Well, now we know. We know how the Republican Party wants to go down in history. They’ve made it as clear as could be.
First, two-thirds of the members of the Republican caucus of the House of Representatives voted on Jan. 6 to refuse to affirm the results of the presidential election. They continued doing so, we know, after the riot, after Capitol Hill Police Officer Brian Sicknick lay dead, after a mob had defaced the Capitol building. Denying Joe Biden the presidency was, of course, the mission of the mob. So two-thirds of House Republicans voted to condone the mob. And now, we’ve seen that 86 percent of Republican senators have voted to deny what’s in front of their noses and insist that Donald Trump bears no blame they can provide for the riot he incited.
In sum, congressional Republicans have put themselves on record saying that they are, in effect, untroubled by the worst assault on our democracy since the Civil War. The rioters were justified, said the two-thirds of House Republicans who agreed that Biden wasn’t really elected. And Senate Republicans said that the president who urged them to march on the Capitol and fight like hell or you won’t have a country anymore and then sat back and watched and did nothing to stop it (and to this day has never denounced it) bore no responsibility for the assault, or at least none that they could mete out. Those 43 Republicans just spit in the face of American democracy.

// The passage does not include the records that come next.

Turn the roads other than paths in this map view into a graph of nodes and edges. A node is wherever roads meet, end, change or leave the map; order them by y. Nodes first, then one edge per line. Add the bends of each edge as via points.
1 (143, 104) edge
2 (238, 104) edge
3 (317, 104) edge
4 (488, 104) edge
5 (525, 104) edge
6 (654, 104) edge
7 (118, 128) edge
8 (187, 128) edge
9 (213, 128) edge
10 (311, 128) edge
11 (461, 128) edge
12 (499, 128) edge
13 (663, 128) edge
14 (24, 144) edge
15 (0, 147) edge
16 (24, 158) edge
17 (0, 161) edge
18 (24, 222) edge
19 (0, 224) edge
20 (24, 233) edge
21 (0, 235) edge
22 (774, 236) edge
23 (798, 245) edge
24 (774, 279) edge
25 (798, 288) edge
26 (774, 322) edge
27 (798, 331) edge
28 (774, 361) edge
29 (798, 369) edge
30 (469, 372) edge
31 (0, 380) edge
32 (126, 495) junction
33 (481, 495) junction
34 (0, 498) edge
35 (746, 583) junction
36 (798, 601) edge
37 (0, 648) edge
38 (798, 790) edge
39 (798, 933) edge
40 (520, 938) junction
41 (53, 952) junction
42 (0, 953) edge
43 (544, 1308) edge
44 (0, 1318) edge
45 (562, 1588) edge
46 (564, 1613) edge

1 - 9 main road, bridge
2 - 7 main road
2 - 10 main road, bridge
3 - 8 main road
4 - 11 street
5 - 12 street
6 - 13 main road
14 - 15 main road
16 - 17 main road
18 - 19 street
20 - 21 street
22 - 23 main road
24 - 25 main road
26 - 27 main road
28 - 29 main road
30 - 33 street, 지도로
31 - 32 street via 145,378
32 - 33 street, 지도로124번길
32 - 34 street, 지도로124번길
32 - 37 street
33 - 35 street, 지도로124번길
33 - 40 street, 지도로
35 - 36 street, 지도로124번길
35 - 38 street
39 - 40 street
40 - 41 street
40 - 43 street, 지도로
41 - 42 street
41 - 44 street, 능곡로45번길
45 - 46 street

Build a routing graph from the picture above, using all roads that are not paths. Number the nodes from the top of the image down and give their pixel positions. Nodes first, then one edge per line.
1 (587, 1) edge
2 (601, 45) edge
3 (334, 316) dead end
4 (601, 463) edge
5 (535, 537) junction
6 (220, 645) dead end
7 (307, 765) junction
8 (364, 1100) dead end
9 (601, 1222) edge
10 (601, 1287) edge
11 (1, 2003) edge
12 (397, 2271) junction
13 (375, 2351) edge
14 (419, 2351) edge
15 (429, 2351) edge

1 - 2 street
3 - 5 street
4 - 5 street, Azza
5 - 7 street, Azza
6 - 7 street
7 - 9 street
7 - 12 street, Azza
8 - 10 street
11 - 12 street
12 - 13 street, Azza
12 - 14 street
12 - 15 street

Why? It’s often observed that it’s because they’re cowards, and yes, that’s true. But as I point out frequently, it’s not only that. It’s also that most of them don’t disapprove of what Trump did. If Trump had been able to steal the election, they’d have been fine with it. It was only when they saw that he was out of options that some of them started to acknowledge that Biden won.
It’s a historic disgrace. The Congress of the United States is supposed to advance democracy. That was the supposition of the founders: that opinions and mores would change, and that Congress would adapt to those changes and broaden the meaning of democracy, the meaning of freedom. At its best moments, it has done that.
It has often thwarted democracy and freedom in small ways. But every so often, it has thwarted democracy and freedom in very big ways. The Kansas-Nebraska Act of 1854. The blockage of civil rights bills.
And now, this. The bloc of House members who refused to certify Biden’s electors, and the 43 senators who acquitted Trump of incitement, take their place along those reactionary enemies of democracy and freedom. This is one of the darkest episodes in our history, and there is no doubt that historians will mark it as such.
That’s for historians to worry about. For us… well, our worry is that this episode reinforces the party’s descent into authoritarianism. What they’ve done here is blatantly obvious. It’s just about power, now and in the future. They know they’re a minority party. They know that in popular vote terms, they’ve won only one presidential election in the 21st century. They know they’ll probably need to cheat again in the future, so they choose in the here and now not to punish cheating, even if it means the unleashing of fascism. I just heard Chuck Schumer say Republicans chose party over country. That’s true. But a harsher way to put it is that they’ve chosen fascism over democracy. And they’ll pay no penalty and will keep doing it.
And leave it to Mitch McConnell to smirkingly acknowledge the truth after the deed is done. In his post-vote floor remarks, he said, after voting moments earlier to acquit, that “there's no question—none—that President Trump is practically and morally responsible for provoking the events of the day.” In other words, yes, he was guilty, but you are never going to see us Republicans give the liberals the satisfaction of admitting it officially.
So this is where we stand. In the middle of a long, hard… if I may use the word, fight to protect democracy from a party that uses its trappings to try to destroy it. They use election law to try to prevent fair elections. They use voting rights laws to limit voting rights. They use Senate procedure to block items that large majorities in this country support. And now they’ve used the impeachment process to pervert the impeachment process, to acquit a man they know is guilty.
This is what they have become. They wail about the tyranny of the majority. They have become a tyrannical minority.
I hope every Democrat from AOC to Krysten Sinema knows this. This will be the fight of a decade, at least, to save democracy from these people. Having Trump sidelined by conviction might have made that fight easier; although, a small part of me suspects that an acquitted Trump will prove to be much more the Republicans’ problem than the Democrats.
We’ll see about that. But Trump or no Trump, the stakes are the same. We have to keep Jan. 6 and how the Republican Party responded to it in our hearts and minds for a long time to come and make sure historians will not mark it as the beginning of the end, but as the low point from which we arose.